API ergonomics: intervention signal + bulk request-header ABI

While building a Python SDK on top of libcoraza (Flask / FastAPI / Starlette middleware) I ran into three API shapes that cost real cycles or correctness at runtime and tripped me up during development. They're unrelated enough to fix independently but landing them together is cheap and gives downstream bindings a much cleaner shape.

Profile (Ryzen 7 7800X3D, CRS v4.11, 550 rules, benign `GET /search?q=hello+world`, Python 3.13, cffi):

| Phase | Cost |
|---|---:|
| `coraza_process_request_body` | 224 µs |
| `coraza_process_request_headers` | 124 µs |
| `coraza_process_logging` + `coraza_intervention` polling | 17 µs |
| Other libcoraza calls (connection, uri, 5× `add_request_header`, new/free tx) | ~4 µs |
| Python wrapper layer | 39 µs |
| **Total** | **408 µs/txn** |

None of the three items below is on the critical path, but all three are friction points a binding author hits immediately.

---

## 1. Interruption signaling is out-of-band

Each phase function returns `0` on success and `0` on disruption. The only way to detect that Coraza decided to block is to poll `coraza_intervention()` after every interruptible phase (1, 2, 3, 4).

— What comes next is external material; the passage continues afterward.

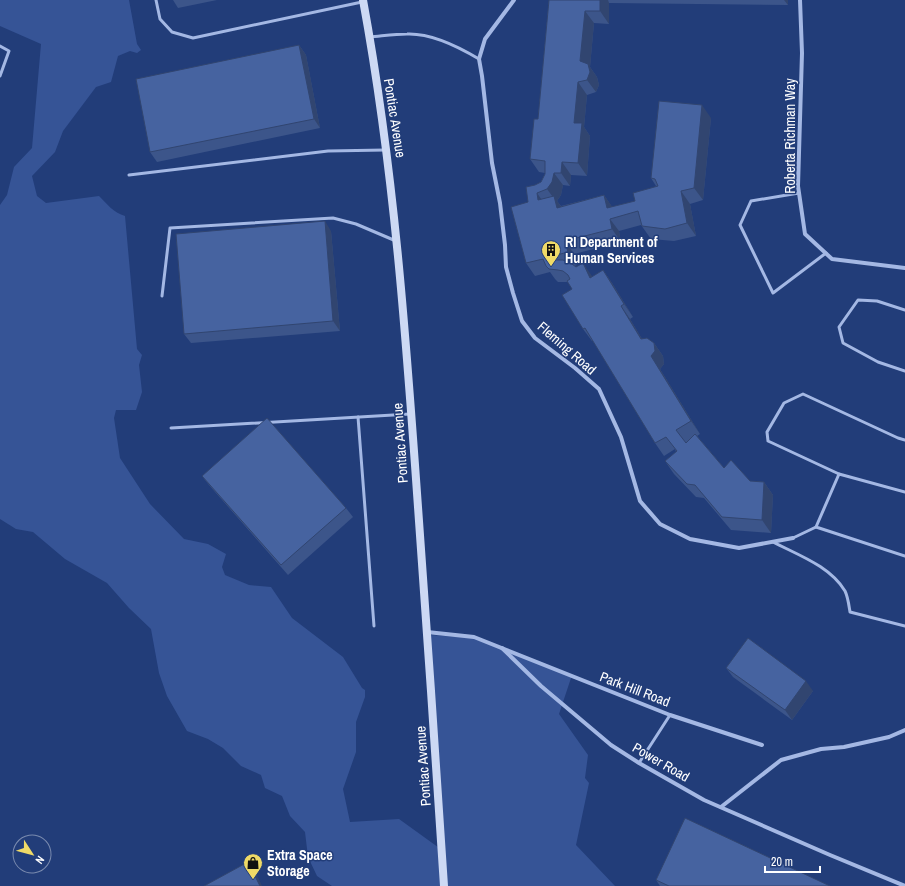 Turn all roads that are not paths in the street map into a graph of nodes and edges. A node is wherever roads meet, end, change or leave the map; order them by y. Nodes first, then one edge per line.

That:

- **Confused every binding author I know.** When I first wrote the Python wrapper I assumed `rc == 1` meant interrupted (the way coraza-proxy-wasm signals). Integration tests passed against benign traffic but silently failed to block attacks, because the middleware never detected the disruption. This is a bypass-shaped bug in every downstream binding that follows the same wrong assumption.
- **Forces a round-trip per phase.** `coraza_intervention()` is a cgo boundary cross + a Go lookup + an alloc of the returned struct (plus a mandatory `coraza_free_intervention`). Each call is cheap (~5 µs) but we pay it on every phase on every request, including the 99% of requests that aren't disrupted.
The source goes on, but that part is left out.